Hello, dear Habravchane.
Thanks to everyone who left comments on our past post. Today we will try to tell you more about TAPe-technology
developed by our company, what is its essence and features. And also tell you a little about how to recognize images.
Anyone interested in image recognition please under the cat.
The mechanism of the technology
So, in the last article we talked about the new image recognition technology. If we describe technology in general terms, the mechanism of action is as follows: there is a certain set of frames (video sequence), and there is also a reference sequence of frames (or one image). In order to find a reference sequence among a given set, images are created for all frames of the standard and set - the “impressions”
, which uniquely describe the image.
These "snapshots" are some important skeletons or integral curves - files in the TAPe format
. It is these “casts” that we compare with each other. If identical "snapshots" are found, then completely identical frames are found. Otherwise, a special measure is introduced that defines the “visual similarity” of frames, which is called the distance d. The smaller the distance, the higher the “visual similarity”.
The most commonly used term for such an approach to the presentation of the standard and the original set is Digital Fingerprints. A “digital print”
is a certain set of features that characterizes a given image. The decision on the compliance of the standard with the image in question in this case is made by comparing the "digital fingerprints" of the image and the standard. In this case, the most appropriate standard or set of standards satisfying a given percentage of similarity is selected.

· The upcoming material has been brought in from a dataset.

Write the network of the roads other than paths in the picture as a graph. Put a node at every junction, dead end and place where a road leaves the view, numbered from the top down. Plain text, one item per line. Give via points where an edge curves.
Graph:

In the case of our algorithm, for distances less than 0.175 (hereinafter, the distance scale is conditional) - frames are the same with almost 100% probability
The logical question is where does this figure come from? We explain. We conducted a series of experiments. A lot - more than a thousand. The essence of the experiment was as follows: we took two obviously identical video clips recorded from different sources (television from analog and satellite channels), and then successively compared each pair of frames using our TAPe technology
and recorded the result.
Then plotted a density distribution. So we got the first (blue) graph. After that, we changed the sequence of frames on one of the fragments (started up in the reverse order, shifted to a different number of frames, etc.) to get a sample of obviously different frames, also compared, and also recorded the result. So we got the second (pink) graph (chart 1A and 1B).Diagram 1A. Graphs of density distribution when comparing images using TAPe-technology.Chart 1B. Graphs of density distribution when comparing images using TAPe-technology (logarithmic scale).

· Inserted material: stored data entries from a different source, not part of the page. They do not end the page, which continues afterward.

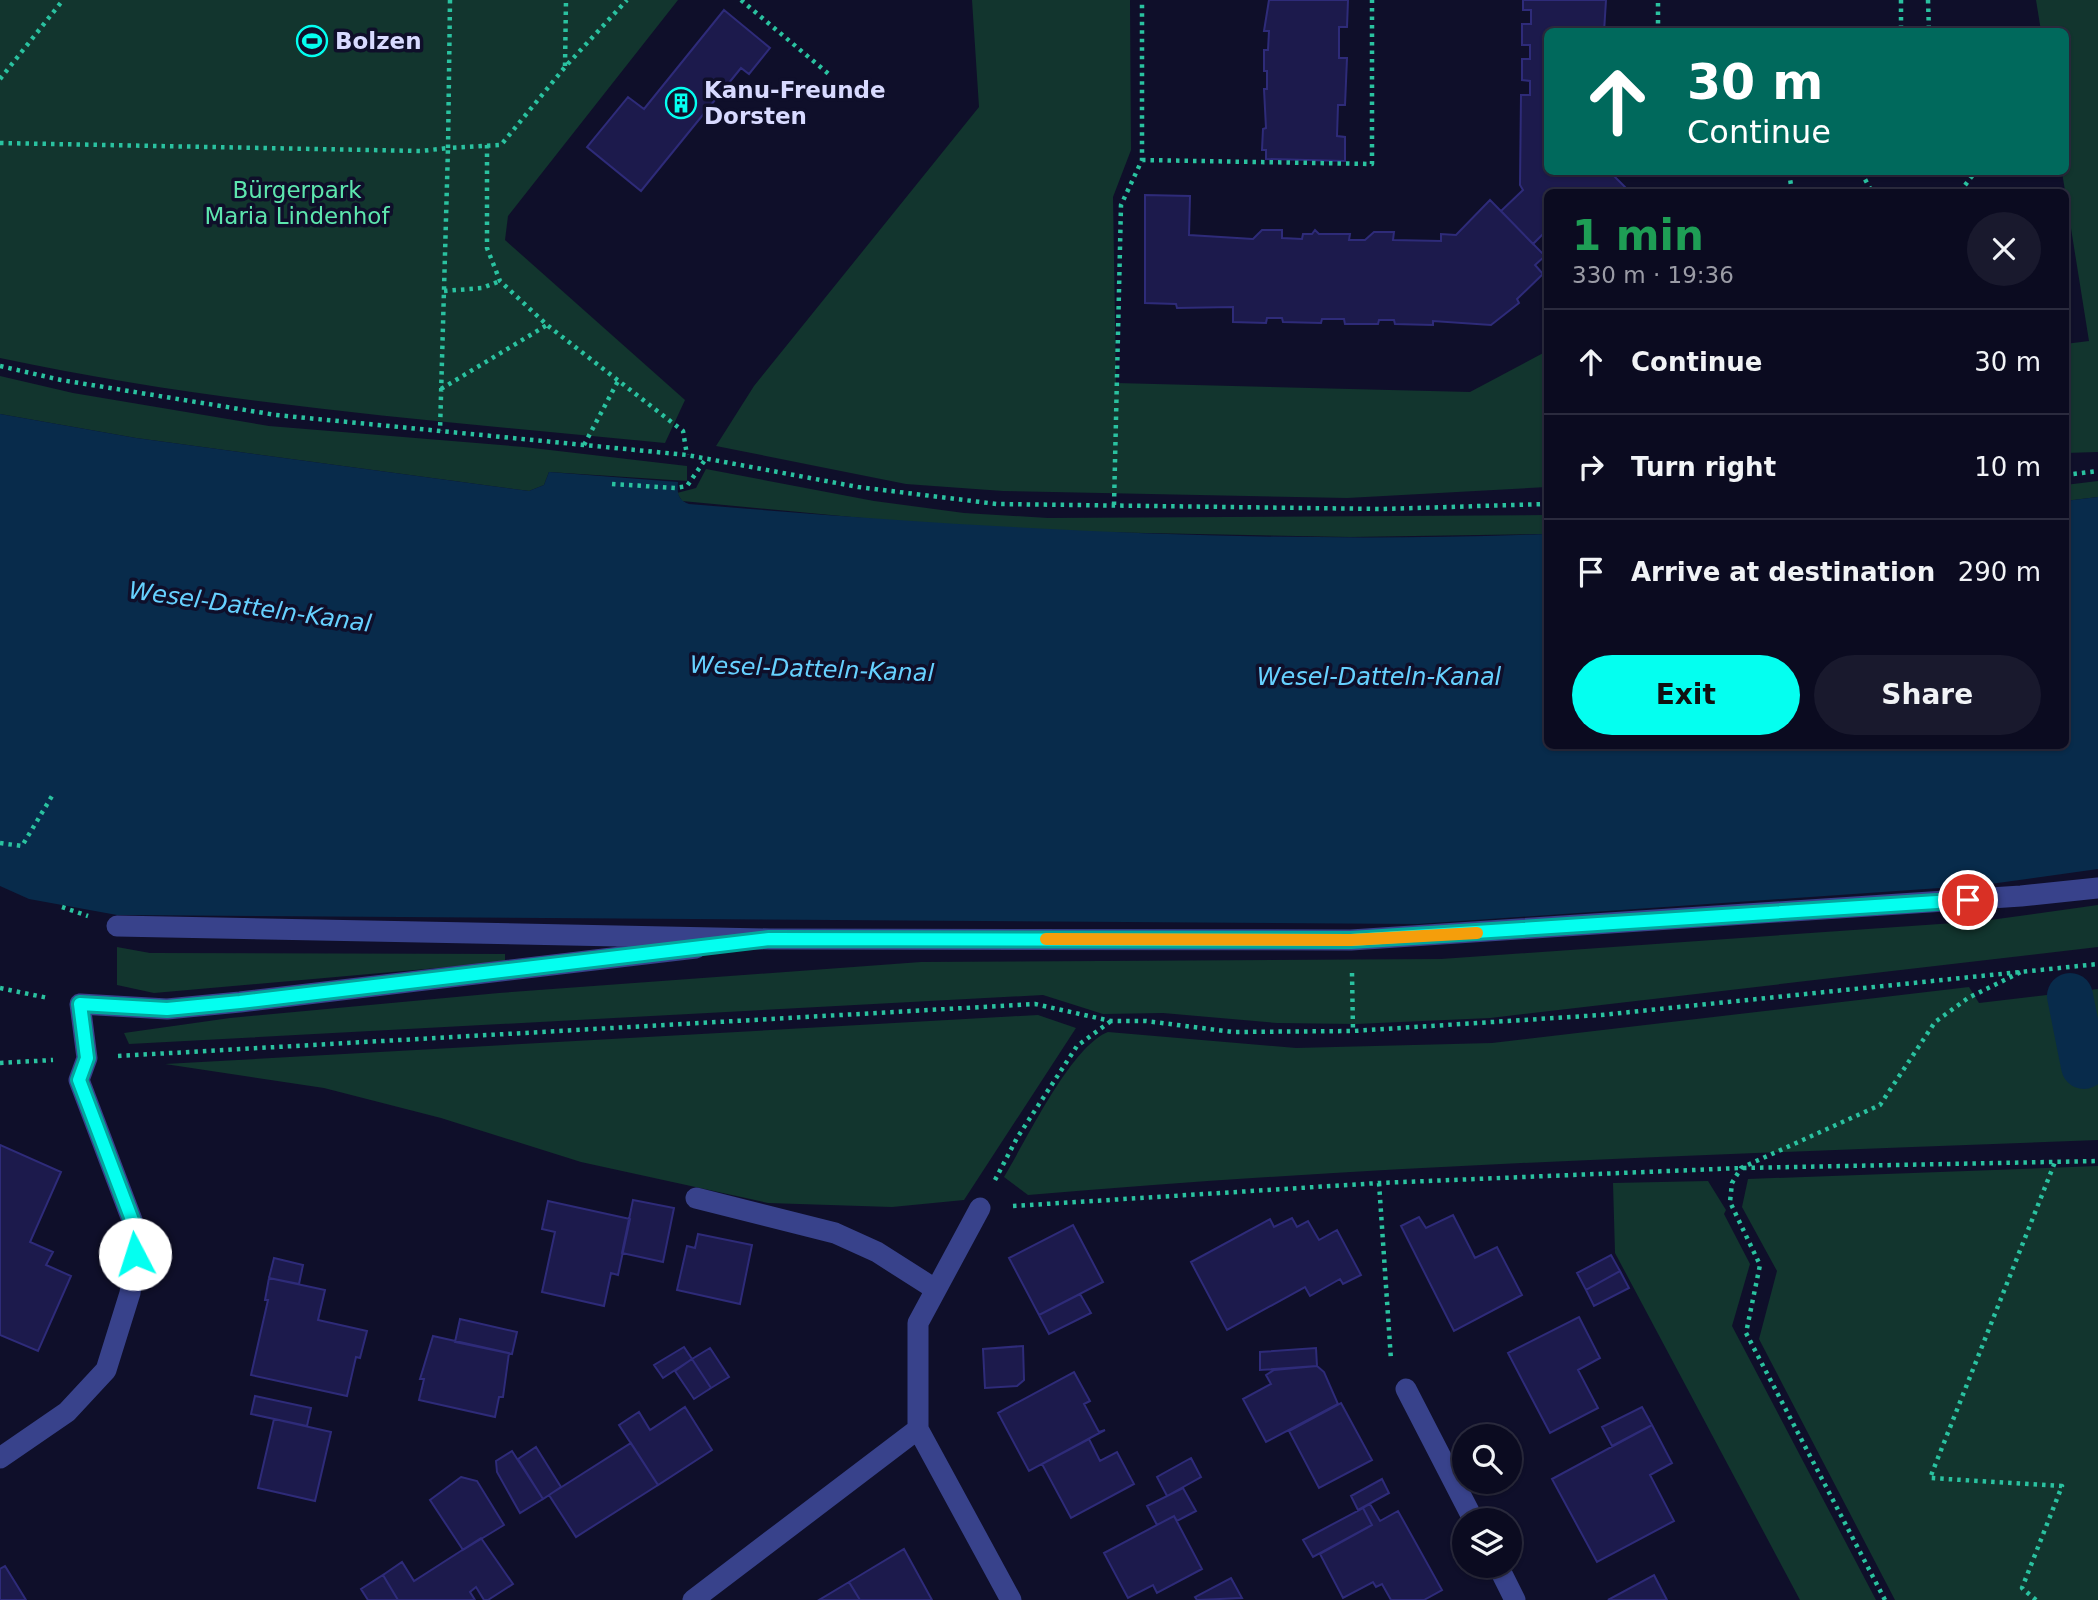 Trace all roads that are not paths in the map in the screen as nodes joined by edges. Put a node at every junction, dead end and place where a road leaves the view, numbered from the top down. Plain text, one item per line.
1 (2098, 888) edge
2 (117, 926) dead end
3 (769, 939) junction
4 (696, 1198) dead end
5 (980, 1208) road end
6 (934, 1289) junction
7 (1406, 1389) road end
8 (918, 1429) junction
9 (0, 1458) edge
10 (1467, 1508) edge
11 (1504, 1578) edge
12 (693, 1600) edge
13 (1011, 1600) edge
14 (1516, 1600) edge

1 - 3 street
2 - 3 street
3 - 9 street
4 - 6 street
5 - 6 street
6 - 8 street
7 - 10 street
8 - 12 street
8 - 13 street
11 - 14 street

The diagram shows that in the case of identical frames, all the results of the comparison lie in the interval between 0 and 0.175, and in the case of different frames, almost all the results are outside this interval. This graph shows the result of approximately 1.5 million comparisons
for the same and the same for different options. Of these, only 21 values of the comparison of different frames fell into the gap to 0.175. In the language of mathematical statistics, in this case, the error of the first kind (false positive) is:
Alpha = 21/1500000 = 0.000014
In turn, the error of the second kind (signal skip):
Betta = 0/1500000 = 0.0
That is, the error is negligible.Visual view of the errors of the first and second kind.
But this is just one experiment, what does it prove? The bottom line is that the results of all our experiments almost coincide
. In each case, the diagram looks the same, the error is minimal. That is why we use a threshold equal to 0.175, as the defining criterion for the identity of frames.

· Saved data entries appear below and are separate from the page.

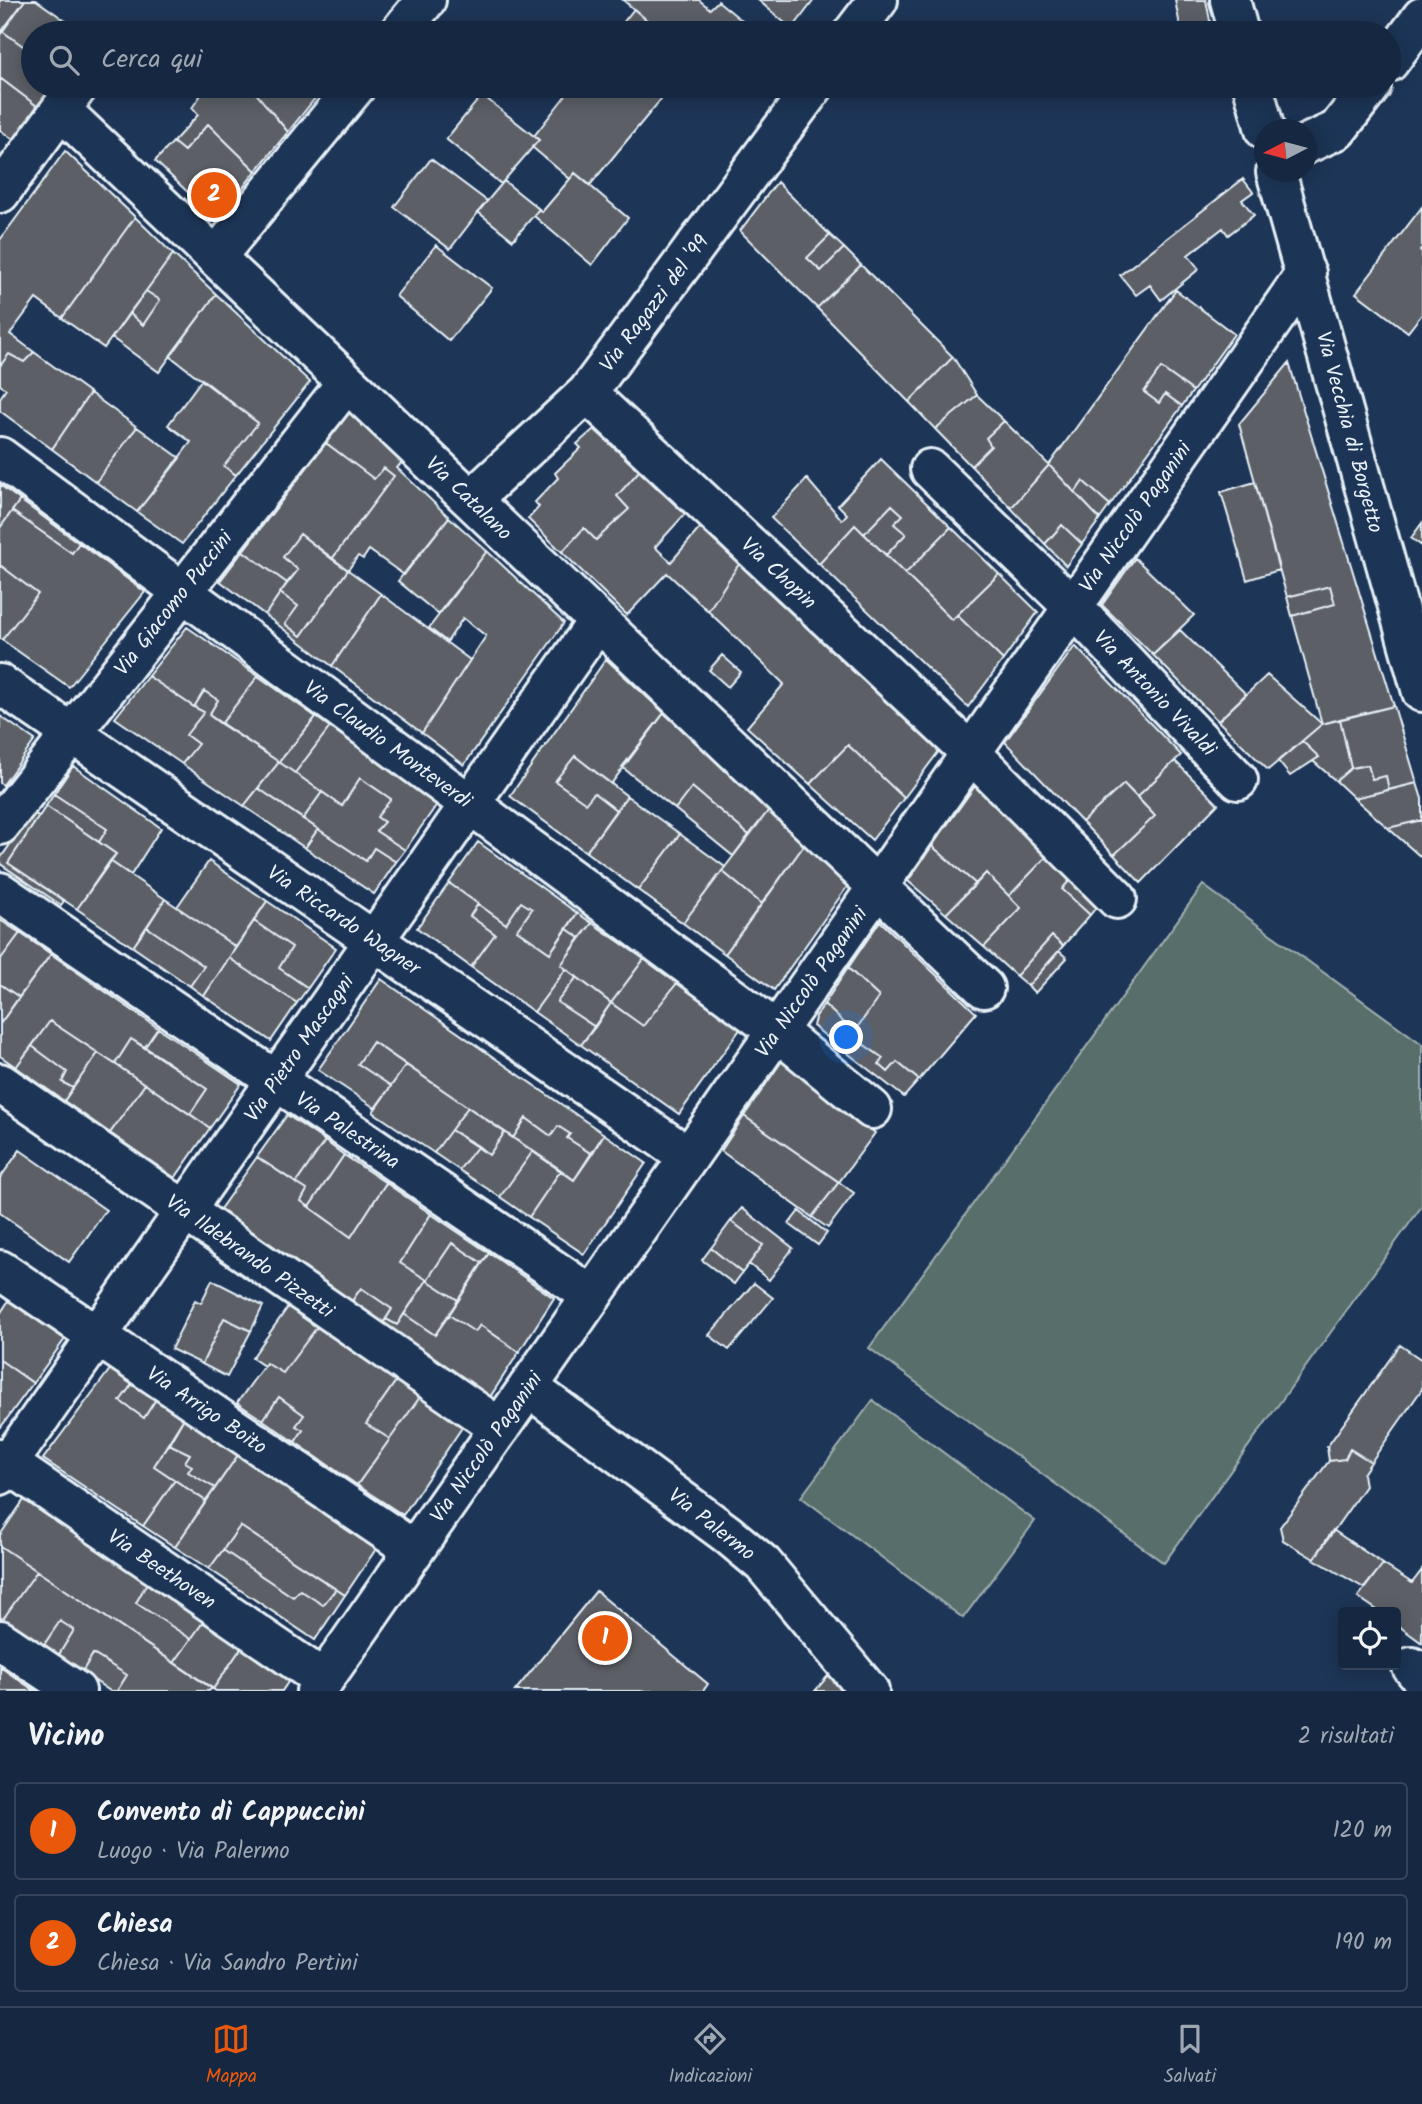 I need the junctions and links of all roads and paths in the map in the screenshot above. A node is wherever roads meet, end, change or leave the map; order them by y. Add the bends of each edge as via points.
1 (426, 0) edge
2 (878, 0) edge
3 (1230, 0) edge
4 (1422, 18) edge
5 (408, 21) edge
6 (862, 21) edge
7 (1236, 21) edge
8 (1401, 46) edge
9 (69, 98) edge
10 (346, 98) edge
11 (805, 98) edge
12 (1256, 98) edge
13 (1361, 98) edge
14 (1262, 119) edge
15 (1317, 139) edge
16 (1279, 182) edge
17 (0, 193) edge
18 (216, 257) junction
19 (1306, 273) junction
20 (347, 382) junction
21 (587, 393) junction
22 (0, 457) edge
23 (930, 469) dead end
24 (471, 500) junction
25 (182, 592) junction
26 (1073, 607) junction
27 (598, 621) junction
28 (0, 684) edge
29 (1422, 691) edge
30 (72, 733) junction
31 (971, 753) junction
32 (1238, 780) dead end
33 (469, 804) junction
34 (0, 825) edge
35 (877, 887) junction
36 (0, 892) edge
37 (1117, 899) dead end
38 (374, 941) junction
39 (984, 988) dead end
40 (777, 1031) junction
41 (276, 1081) junction
42 (0, 1083) edge
43 (872, 1109) dead end
44 (689, 1157) junction
45 (185, 1211) junction
46 (0, 1270) edge
47 (592, 1296) junction
48 (97, 1336) junction
49 (528, 1387) junction
50 (500, 1428) junction
51 (3, 1466) edge
52 (414, 1550) junction
53 (0, 1640) edge
54 (320, 1686) edge
55 (76, 1691) edge
56 (869, 1691) edge

1 - 5 street
2 - 6 street
3 - 7 street
4 - 8 street
9 - 17 street
9 - 18 street, Via Catalano
10 - 18 street
11 - 21 street, Via Ragazzi del '99
12 - 14 street
13 - 15 street via 1337,130
16 - 19 street, Via Vecchia di Borgetto
18 - 20 street, Via Catalano
19 - 26 street, Via Niccolò Paganini
19 - 29 street, Via Vecchia di Borgetto
20 - 24 street, Via Catalano
20 - 25 street, Via Giacomo Puccini
21 - 24 street, Via Ragazzi del '99
21 - 31 street, Via Chopin
22 - 25 street, Via Claudio Monteverdi
23 - 26 street, Via Antonio Vivaldi
24 - 27 street, Via Catalano
25 - 30 street, Via Giacomo Puccini
25 - 33 street, Via Claudio Monteverdi
26 - 31 street, Via Niccolò Paganini
26 - 32 street, Via Antonio Vivaldi
27 - 33 street, Via Pietro Mascagni
27 - 35 street, Via Catalano
28 - 30 street, Via Riccardo Wagner
30 - 34 street, Via Giacomo Puccini
30 - 38 street, Via Riccardo Wagner
31 - 35 street, Via Niccolò Paganini
31 - 37 street, Via Chopin
33 - 38 street, Via Pietro Mascagni
33 - 40 street, Via Claudio Monteverdi
35 - 39 street, Via Catalano
35 - 40 street, Via Niccolò Paganini
36 - 41 street, Via Palestrina
38 - 41 street, Via Pietro Mascagni
38 - 44 street, Via Riccardo Wagner
40 - 43 street, Via Claudio Monteverdi
40 - 44 street, Via Niccolò Paganini
41 - 45 street, Via Pietro Mascagni
41 - 47 street, Via Palestrina
42 - 45 street, Via Ildebrando Pizzetti
44 - 47 street, Via Niccolò Paganini
45 - 48 street, Via Pietro Mascagni
45 - 50 street, Via Ildebrando Pizzetti
46 - 48 street, Via Arrigo Boito
47 - 49 street, Via Niccolò Paganini
48 - 51 street, Via Pietro Mascagni
48 - 52 street, Via Arrigo Boito
49 - 50 street, Via Niccolò Paganini
49 - 56 street, Via Palermo via 763,1564
50 - 52 street, Via Niccolò Paganini
51 - 54 street, Via Beethoven
52 - 54 street, Via Niccolò Paganini
53 - 55 street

Error when using the "standard" method
For comparison, consider the analysis of the same parameter (the distance between a pair of frames) using the simplest method of image comparison described in many textbooks by comparing their brightness histograms. We analyzed the same data in the same way as in the first case. Result on the chart:Diagram 2A. Graphs of distribution density when comparing images by comparing the brightness histograms.Chart 2B. Graphs of density distribution when comparing images by comparing the brightness histograms (logarithmic scale).
By the way, the graphs clearly show errors (for threshold 0.48)
Alpha = 0.3055
Betta = 0.1680
We have developed a technology that allows you to quickly search for a model video inside a huge array of video data with good completeness and reliability. That is why we initially focused our attention on the search for commercials on television, and the source of the television signal is not important - whether it is digital television, cable broadcasting or even simple analogue broadcasting.
However, we believe that monitoring television is not the only way to apply our technology. That is why we appeal to you, Habrazhiteli - perhaps you have ideas for another use.
At the moment we are developing an API so that you can fully utilize the capabilities of our technology. Offer us your ideas regarding the future of the API functionality, and we will take them into account when developing. You can send suggestions in PM or leave comments. We want to make TAPe technology
as useful and convenient as possible.